Его многое поражало в ней, и прежде всего странная зрелость души, жившей в юном теле.
– Ты, Пашенька, будто не в первый раз на этой земле, – часто повторял граф.
Но все это можно было объяснить и без мистики. Целыми днями она читала, играла на любимой своей арфе, размышляла, склонившись над рукоделием. Набирала знаний, умений. Росла.
Графу приходила в голову мысль, что он обкрадывает Парашу, лишая обычных в такие лета удовольствий. Кто из молодых женщин согласится жить без пылких ухаживаний, на которые щедр был век? Без танцев, без интриг, без многолюдных сборищ?
Но на все расспросы она отвечала, что не просто счастлива, а счастлива вполне, и ей нечего просить для себя у Господа.
Господь посылал им бурные ночи и ровные дни. Впервые рядом с графом была женщина, которую он хотел бы назвать женою, но не мог даже думать об этом. Никто среди тех, кто окружал Николая Петровича, не захотел бы понять, как возникла самая мысль о таком браке.
И потому за порогом «Мыльни» он расставался с душевным покоем. Все, кроме дома, затерянного в зарослях, несло ему неразрешимые проблемы.
Он на четвертом десятке жизни – и не женат. Бездетен.
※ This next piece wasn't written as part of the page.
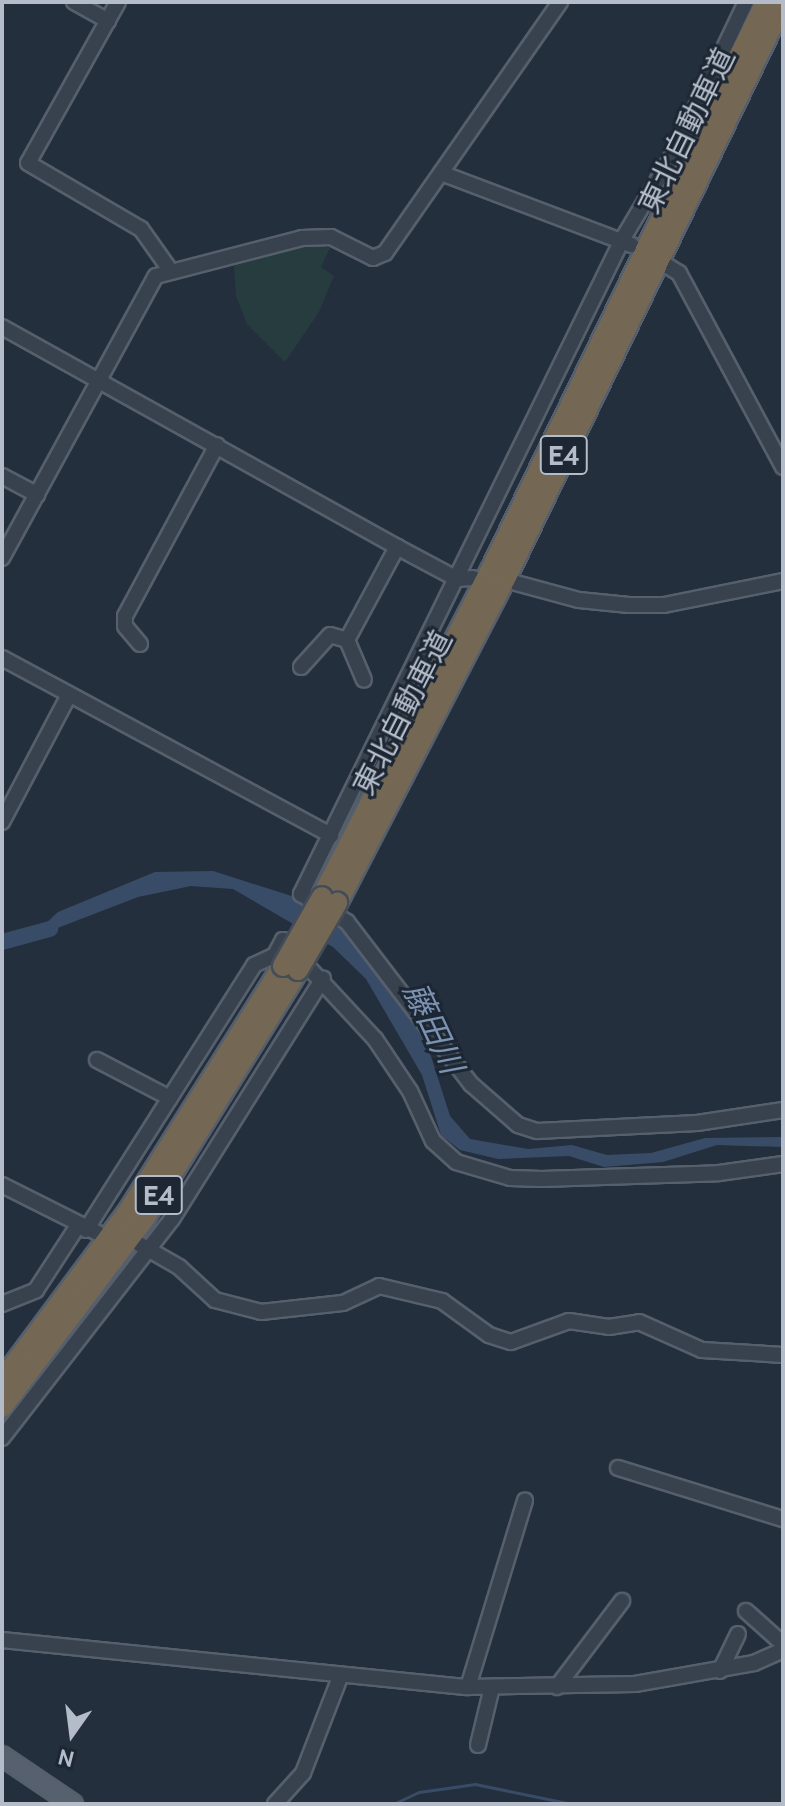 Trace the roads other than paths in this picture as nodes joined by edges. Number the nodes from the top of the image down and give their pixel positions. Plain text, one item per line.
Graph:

То есть дети у него, а точнее, от него были. Те младенцы, которых рожали время от времени крепостные девушки, были здоровы и часто милы, но глубоких и подлинно отцовских чувств не вызывали. Он их не бросал на произвол судьбы, не обрекал на крестьянскую нищету, но и не привязывался к ним ничуть, потому что с молоком матери впитал истину аристократов: настоящий сын тот, что является наследником, настоящая дочь – наследница. Мужчина должен прежде всего думать о судьбе родового состояния, не давать волю всяким там сантиментам, агукая над слюнявым малышом.
Жизнь перешла вершину, а он не славен, как полагалось Шереметеву. Даже не самое завидное место управляющего Московским банком все еще «висит». Он вынужден унижаться перед молодым дураком – фаворитом Екатерины Платошей, просить о содействии. Тот обещает, но...
Он, наконец, не сумел доказать нужность своих театральных хлопот и заслужить признание высшего общества. «Тем хуже для общества», – так он обычно отвечает на упреки, батюшки по этому поводу, но, оставшись наедине с собой после разговоров на эту тему, впадает в панику: жизнь проходит, жизнь почти прошла, а чем он отчитается там, перед Высшим Судией?
Только рядом с Пашенькой мучительные мысли отступали...
Параша тоже совсем не случайно основную часть прекрасного летнего времени проводила в дальней комнате, в четырех стенах. Как только она покидала «Мыльню», ударяла людская недоброжелательность и зависть, словно хлыст – внезапно и больно.
Таня Шлыкова не раз сообщала, что актеры и актерки рассказывают пришлым людям, кусковским гостям о ней, о Параше. Показывают на нее пальцами: «Видите, вон гуляет «царица». То графская полюбовница». Подучивают: «Идите, спросите, откуда она и кто».